> _LISTED RECORDS_:
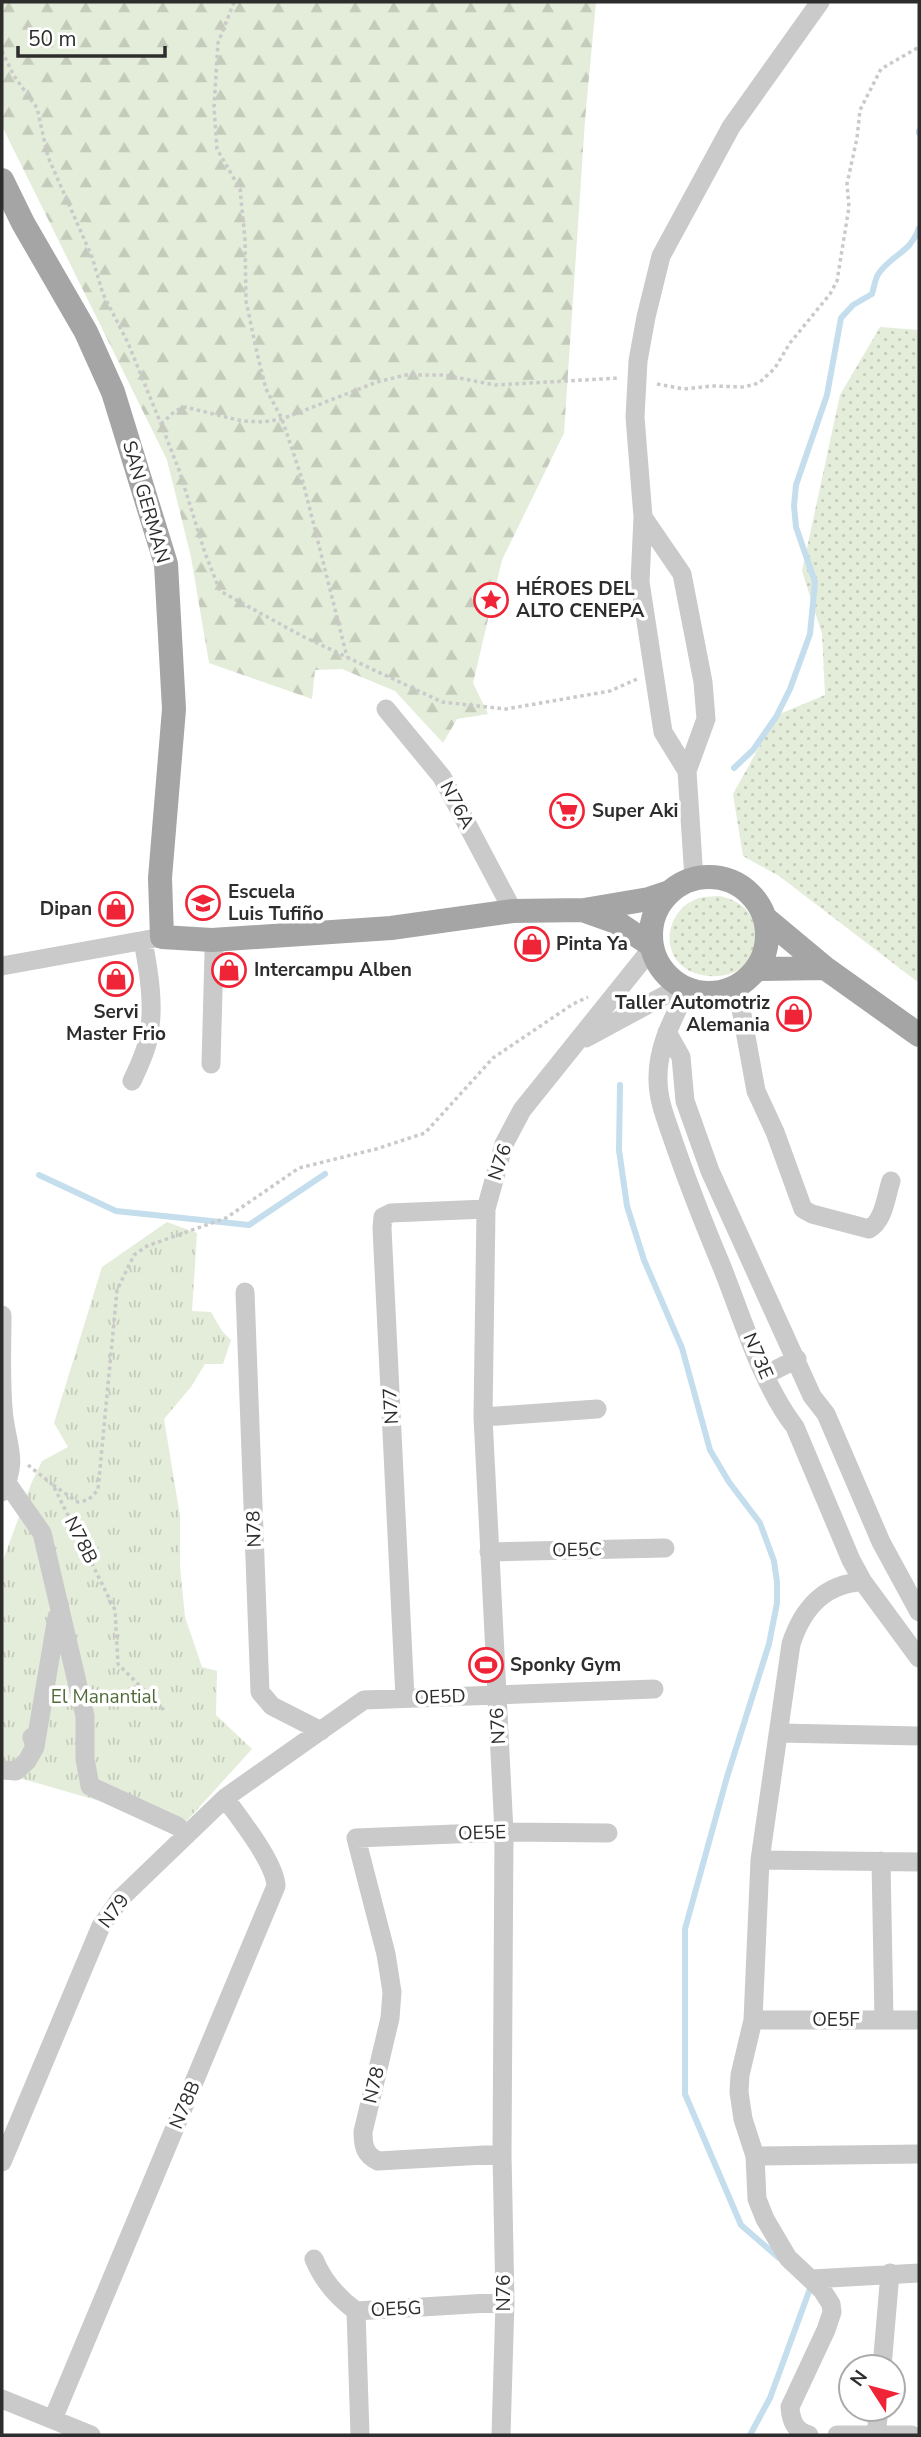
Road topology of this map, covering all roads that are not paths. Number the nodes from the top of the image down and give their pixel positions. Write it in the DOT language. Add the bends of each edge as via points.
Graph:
graph roads {
  1 [pos="820,2"];
  2 [pos="2,180"];
  3 [pos="643,517"];
  4 [pos="386,709"];
  5 [pos="687,771"];
  6 [pos="694,879"];
  7 [pos="670,892"];
  8 [pos="584,910"];
  9 [pos="513,911"];
  10 [pos="765,918"];
  11 [pos="152,939"];
  12 [pos="212,940"];
  13 [pos="651,946"];
  14 [pos="2,966"];
  15 [pos="825,968"];
  16 [pos="757,969"];
  17 [pos="737,987"];
  18 [pos="684,988"];
  19 [pos="667,1032"];
  20 [pos="919,1035"];
  21 [pos="576,1044"];
  22 [pos="211,1064"];
  23 [pos="132,1081"];
  24 [pos="710,1171"];
  25 [pos="685,1178"];
  26 [pos="891,1181"];
  27 [pos="486,1209"];
  28 [pos="245,1292"];
  29 [pos="2,1315"];
  30 [pos="797,1359"];
  31 [pos="765,1375"];
  32 [pos="813,1396"];
  33 [pos="597,1409"];
  34 [pos="781,1410"];
  35 [pos="483,1417"];
  36 [pos="3,1418"];
  37 [pos="4,1488"];
  38 [pos="665,1548"];
  39 [pos="489,1552"];
  40 [pos="863,1582"];
  41 [pos="59,1604"];
  42 [pos="919,1612"];
  43 [pos="919,1658"];
  44 [pos="653,1689"];
  45 [pos="496,1695"];
  46 [pos="405,1698"];
  47 [pos="29,1717"];
  48 [pos="321,1731"];
  49 [pos="780,1733"];
  50 [pos="919,1736"];
  51 [pos="34,1747"];
  52 [pos="2,1770"];
  53 [pos="225,1798"];
  54 [pos="504,1832"];
  55 [pos="608,1833"];
  56 [pos="187,1835"];
  57 [pos="356,1838"];
  58 [pos="760,1860"];
  59 [pos="881,1861"];
  60 [pos="919,1862"];
  61 [pos="753,2020"];
  62 [pos="884,2020"];
  63 [pos="919,2020"];
  64 [pos="502,2154"];
  65 [pos="919,2154"];
  66 [pos="755,2156"];
  67 [pos="2,2162"];
  68 [pos="314,2259"];
  69 [pos="890,2273"];
  70 [pos="919,2273"];
  71 [pos="812,2279"];
  72 [pos="505,2302"];
  73 [pos="356,2311"];
  74 [pos="883,2353"];
  75 [pos="2,2399"];
  76 [pos="53,2419"];
  77 [pos="805,2434"];
  78 [pos="876,2434"];
  79 [pos="91,2435"];
  80 [pos="360,2435"];
  81 [pos="501,2435"];
  82 [pos="836,2435"];
  83 [pos="912,2435"];
  1 -- 3 [label="street" via="732,127 661,256 646,317 635,417"];
  2 -- 11 [label="main road, SAN GERMAN" via="86,332 113,392 166,564 174,709"];
  3 -- 5 [label="street" via="640,582 663,732"];
  3 -- 5 [label="street" via="682,573 703,682 706,719"];
  4 -- 9 [label="street, N76A" via="442,777"];
  5 -- 6 [label="street"];
  6 -- 7 [label="main road"];
  6 -- 10 [label="main road" via="730,881 746,890"];
  7 -- 8 [label="main road"];
  7 -- 13 [label="main road" via="658,907"];
  8 -- 9 [label="main road"];
  8 -- 13 [label="main road" via="616,922"];
  9 -- 12 [label="main road" via="391,928"];
  10 -- 15 [label="main road"];
  10 -- 16 [label="main road" via="767,945"];
  11 -- 12 [label="main road"];
  11 -- 14 [label="street"];
  11 -- 23 [label="street" via="148,1042"];
  12 -- 22 [label="street"];
  13 -- 18 [label="main road" via="662,971"];
  13 -- 21 [label="street, N76"];
  15 -- 16 [label="main road"];
  15 -- 20 [label="main road"];
  16 -- 17 [label="main road"];
  17 -- 18 [label="main road" via="712,994"];
  17 -- 26 [label="street" via="756,1091 803,1209 869,1229 876,1225"];
  18 -- 19 [label="street, N73E"];
  18 -- 21 [label="street, N76"];
  19 -- 24 [label="street, N73E" via="681,1057 685,1101"];
  19 -- 25 [label="street, N73E" via="658,1060 658,1084"];
  21 -- 27 [label="street, N76" via="522,1110 504,1144"];
  24 -- 25 [label="street"];
  24 -- 30 [label="street, N73E"];
  25 -- 31 [label="street, N73E"];
  27 -- 35 [label="street, N76"];
  27 -- 46 [label="street, N77" via="383,1217"];
  28 -- 48 [label="street, N78" via="260,1692 272,1706"];
  29 -- 36 [label="street"];
  30 -- 31 [label="street"];
  30 -- 32 [label="street, N73E"];
  31 -- 34 [label="street, N73E"];
  32 -- 34 [label="street"];
  32 -- 42 [label="street, N73E" via="826,1414 881,1542"];
  33 -- 35 [label="street"];
  34 -- 40 [label="street, N73E" via="795,1427"];
  35 -- 39 [label="street, N76"];
  36 -- 37 [label="street" via="12,1452"];
  37 -- 41 [label="street" via="42,1533"];
  38 -- 39 [label="street, OE5C"];
  39 -- 45 [label="street, N76"];
  40 -- 43 [label="street, N73E"];
  40 -- 49 [label="street" via="829,1592 802,1616 791,1644"];
  41 -- 51 [label="street"];
  41 -- 56 [label="street" via="85,1716 90,1786 177,1826"];
  44 -- 45 [label="street, OE5D"];
  45 -- 46 [label="street, OE5D"];
  45 -- 54 [label="street, N76"];
  46 -- 48 [label="street, OE5D" via="364,1700"];
  47 -- 51 [label="street"];
  48 -- 53 [label="street, N79"];
  49 -- 50 [label="street"];
  49 -- 58 [label="street"];
  51 -- 52 [label="street" via="16,1770"];
  53 -- 56 [label="street, N79"];
  53 -- 76 [label="street, N78B" via="276,1877 276,1886"];
  54 -- 55 [label="street, OE5E"];
  54 -- 57 [label="street, OE5E"];
  54 -- 64 [label="street, N76"];
  56 -- 67 [label="street, N79" via="121,1898 101,1926"];
  57 -- 64 [label="street, N78" via="392,1992 363,2132 366,2153 378,2161"];
  58 -- 59 [label="street"];
  58 -- 61 [label="street"];
  59 -- 60 [label="street"];
  59 -- 62 [label="street"];
  61 -- 62 [label="street, OE5F"];
  61 -- 66 [label="street" via="739,2092"];
  62 -- 63 [label="street, OE5F"];
  64 -- 72 [label="street, N76"];
  65 -- 66 [label="street"];
  66 -- 71 [label="street" via="757,2199 765,2219 788,2258"];
  68 -- 73 [label="street, OE5G" via="330,2288"];
  69 -- 70 [label="street"];
  69 -- 71 [label="street"];
  69 -- 74 [label="street"];
  71 -- 77 [label="street" via="832,2312 790,2407 791,2418"];
  72 -- 73 [label="street, OE5G"];
  72 -- 81 [label="street, N76"];
  73 -- 80 [label="street"];
  75 -- 76 [label="street"];
  76 -- 79 [label="street"];
  78 -- 82 [label="street"];
  78 -- 83 [label="street"];
}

> _WHAT THE EXERCISE ASKS_: Output the records above exactly, leaving out pictures.

> _TASK ANSWER_:
Road topology of this map, covering all roads that are not paths. Number the nodes from the top of the image down and give their pixel positions. Write it in the DOT language. Add the bends of each edge as via points.
Graph:
graph roads {
  1 [pos="820,2"];
  2 [pos="2,180"];
  3 [pos="643,517"];
  4 [pos="386,709"];
  5 [pos="687,771"];
  6 [pos="694,879"];
  7 [pos="670,892"];
  8 [pos="584,910"];
  9 [pos="513,911"];
  10 [pos="765,918"];
  11 [pos="152,939"];
  12 [pos="212,940"];
  13 [pos="651,946"];
  14 [pos="2,966"];
  15 [pos="825,968"];
  16 [pos="757,969"];
  17 [pos="737,987"];
  18 [pos="684,988"];
  19 [pos="667,1032"];
  20 [pos="919,1035"];
  21 [pos="576,1044"];
  22 [pos="211,1064"];
  23 [pos="132,1081"];
  24 [pos="710,1171"];
  25 [pos="685,1178"];
  26 [pos="891,1181"];
  27 [pos="486,1209"];
  28 [pos="245,1292"];
  29 [pos="2,1315"];
  30 [pos="797,1359"];
  31 [pos="765,1375"];
  32 [pos="813,1396"];
  33 [pos="597,1409"];
  34 [pos="781,1410"];
  35 [pos="483,1417"];
  36 [pos="3,1418"];
  37 [pos="4,1488"];
  38 [pos="665,1548"];
  39 [pos="489,1552"];
  40 [pos="863,1582"];
  41 [pos="59,1604"];
  42 [pos="919,1612"];
  43 [pos="919,1658"];
  44 [pos="653,1689"];
  45 [pos="496,1695"];
  46 [pos="405,1698"];
  47 [pos="29,1717"];
  48 [pos="321,1731"];
  49 [pos="780,1733"];
  50 [pos="919,1736"];
  51 [pos="34,1747"];
  52 [pos="2,1770"];
  53 [pos="225,1798"];
  54 [pos="504,1832"];
  55 [pos="608,1833"];
  56 [pos="187,1835"];
  57 [pos="356,1838"];
  58 [pos="760,1860"];
  59 [pos="881,1861"];
  60 [pos="919,1862"];
  61 [pos="753,2020"];
  62 [pos="884,2020"];
  63 [pos="919,2020"];
  64 [pos="502,2154"];
  65 [pos="919,2154"];
  66 [pos="755,2156"];
  67 [pos="2,2162"];
  68 [pos="314,2259"];
  69 [pos="890,2273"];
  70 [pos="919,2273"];
  71 [pos="812,2279"];
  72 [pos="505,2302"];
  73 [pos="356,2311"];
  74 [pos="883,2353"];
  75 [pos="2,2399"];
  76 [pos="53,2419"];
  77 [pos="805,2434"];
  78 [pos="876,2434"];
  79 [pos="91,2435"];
  80 [pos="360,2435"];
  81 [pos="501,2435"];
  82 [pos="836,2435"];
  83 [pos="912,2435"];
  1 -- 3 [label="street" via="732,127 661,256 646,317 635,417"];
  2 -- 11 [label="main road, SAN GERMAN" via="86,332 113,392 166,564 174,709"];
  3 -- 5 [label="street" via="640,582 663,732"];
  3 -- 5 [label="street" via="682,573 703,682 706,719"];
  4 -- 9 [label="street, N76A" via="442,777"];
  5 -- 6 [label="street"];
  6 -- 7 [label="main road"];
  6 -- 10 [label="main road" via="730,881 746,890"];
  7 -- 8 [label="main road"];
  7 -- 13 [label="main road" via="658,907"];
  8 -- 9 [label="main road"];
  8 -- 13 [label="main road" via="616,922"];
  9 -- 12 [label="main road" via="391,928"];
  10 -- 15 [label="main road"];
  10 -- 16 [label="main road" via="767,945"];
  11 -- 12 [label="main road"];
  11 -- 14 [label="street"];
  11 -- 23 [label="street" via="148,1042"];
  12 -- 22 [label="street"];
  13 -- 18 [label="main road" via="662,971"];
  13 -- 21 [label="street, N76"];
  15 -- 16 [label="main road"];
  15 -- 20 [label="main road"];
  16 -- 17 [label="main road"];
  17 -- 18 [label="main road" via="712,994"];
  17 -- 26 [label="street" via="756,1091 803,1209 869,1229 876,1225"];
  18 -- 19 [label="street, N73E"];
  18 -- 21 [label="street, N76"];
  19 -- 24 [label="street, N73E" via="681,1057 685,1101"];
  19 -- 25 [label="street, N73E" via="658,1060 658,1084"];
  21 -- 27 [label="street, N76" via="522,1110 504,1144"];
  24 -- 25 [label="street"];
  24 -- 30 [label="street, N73E"];
  25 -- 31 [label="street, N73E"];
  27 -- 35 [label="street, N76"];
  27 -- 46 [label="street, N77" via="383,1217"];
  28 -- 48 [label="street, N78" via="260,1692 272,1706"];
  29 -- 36 [label="street"];
  30 -- 31 [label="street"];
  30 -- 32 [label="street, N73E"];
  31 -- 34 [label="street, N73E"];
  32 -- 34 [label="street"];
  32 -- 42 [label="street, N73E" via="826,1414 881,1542"];
  33 -- 35 [label="street"];
  34 -- 40 [label="street, N73E" via="795,1427"];
  35 -- 39 [label="street, N76"];
  36 -- 37 [label="street" via="12,1452"];
  37 -- 41 [label="street" via="42,1533"];
  38 -- 39 [label="street, OE5C"];
  39 -- 45 [label="street, N76"];
  40 -- 43 [label="street, N73E"];
  40 -- 49 [label="street" via="829,1592 802,1616 791,1644"];
  41 -- 51 [label="street"];
  41 -- 56 [label="street" via="85,1716 90,1786 177,1826"];
  44 -- 45 [label="street, OE5D"];
  45 -- 46 [label="street, OE5D"];
  45 -- 54 [label="street, N76"];
  46 -- 48 [label="street, OE5D" via="364,1700"];
  47 -- 51 [label="street"];
  48 -- 53 [label="street, N79"];
  49 -- 50 [label="street"];
  49 -- 58 [label="street"];
  51 -- 52 [label="street" via="16,1770"];
  53 -- 56 [label="street, N79"];
  53 -- 76 [label="street, N78B" via="276,1877 276,1886"];
  54 -- 55 [label="street, OE5E"];
  54 -- 57 [label="street, OE5E"];
  54 -- 64 [label="street, N76"];
  56 -- 67 [label="street, N79" via="121,1898 101,1926"];
  57 -- 64 [label="street, N78" via="392,1992 363,2132 366,2153 378,2161"];
  58 -- 59 [label="street"];
  58 -- 61 [label="street"];
  59 -- 60 [label="street"];
  59 -- 62 [label="street"];
  61 -- 62 [label="street, OE5F"];
  61 -- 66 [label="street" via="739,2092"];
  62 -- 63 [label="street, OE5F"];
  64 -- 72 [label="street, N76"];
  65 -- 66 [label="street"];
  66 -- 71 [label="street" via="757,2199 765,2219 788,2258"];
  68 -- 73 [label="street, OE5G" via="330,2288"];
  69 -- 70 [label="street"];
  69 -- 71 [label="street"];
  69 -- 74 [label="street"];
  71 -- 77 [label="street" via="832,2312 790,2407 791,2418"];
  72 -- 73 [label="street, OE5G"];
  72 -- 81 [label="street, N76"];
  73 -- 80 [label="street"];
  75 -- 76 [label="street"];
  76 -- 79 [label="street"];
  78 -- 82 [label="street"];
  78 -- 83 [label="street"];
}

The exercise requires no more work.